Homer and I love ice cream. LOVE ice cream. And fresh mozzarella. And cheese of all kinds. We have solved the question of cheese and where to get it: Keswick Creamery is a closed Jersey herd, pasture based dairy..and the cheese is delicious too. Their cows get lots of fresh grass, some additional stuff, but most of the feed comes from their fields. They have yogurt, chocolate pudding, hard and soft cheeses. That part of the equation has been solved.

But the ice cream. And the mozzarella cheese..with tomatoes and basil, olive oil, cracked pepper. The sources for those remain mysterious..how do those cows live, what do they feed them, what other additives. When the federal government lays down a law that says the dairies that do not give steroids to milk cows have to comply with exact wording or not put it on the label..it tells me that most dairies are using hormones. In milk cows. Ick.

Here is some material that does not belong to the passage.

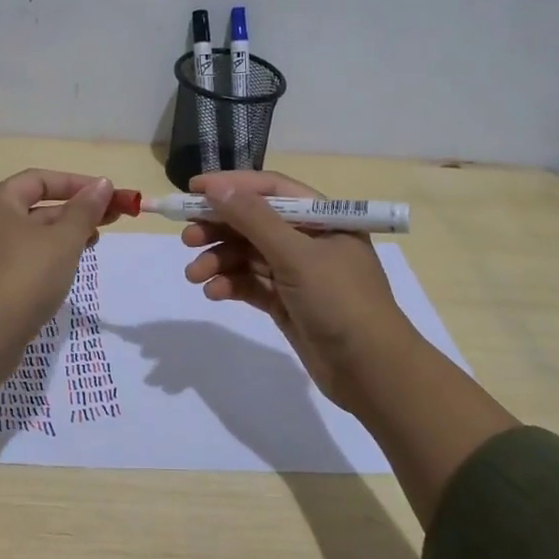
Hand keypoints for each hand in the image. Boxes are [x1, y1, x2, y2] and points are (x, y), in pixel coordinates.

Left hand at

So Homer decides we need a cow, a milk cow of our own. He does work for Keswick Creamery over the winter, and they pay him with a cow. She is beautiful, you have seen her head in an earlier post, where she pushes 2 smaller beef cattle out of the way to get to the best grass in the paddock. Sybil, our milk cow, came to us with a baby on board. A calf that has clearly been growing inside her since her arrival at Sunnyside Farm.

In order to get milk a cow has to have a calf. It is a must. In order to have the calf it has to get from inside Sybil to outside her. And we wait and watch and hope all goes well. Sybil came with wonderful instructions from Melanie Dietrich at Keswick Creamery: "put her on the field. do nothing." Well, those are directions I can handle! Good luck Sybil, we are cheering for you and have the ice cream maker ready and the rennet in the fridge. You go girl!

Mel tells us Sybil will get physically different before she births. It seems like she has been changing. Her with her tail in the way:

and here where we can see more of her:

and the next pictures you see will be of Sybil and her newborn. I think a gal needs her privacy. And there are plenty of you tube videos that show in more detail than you might want a cow getting a calf out. Keep a brown paper bag handy, for breathing if you hyperventilate or just in case you lose your lunch. We are all about multipurpose uses here at Sunnyside Farm.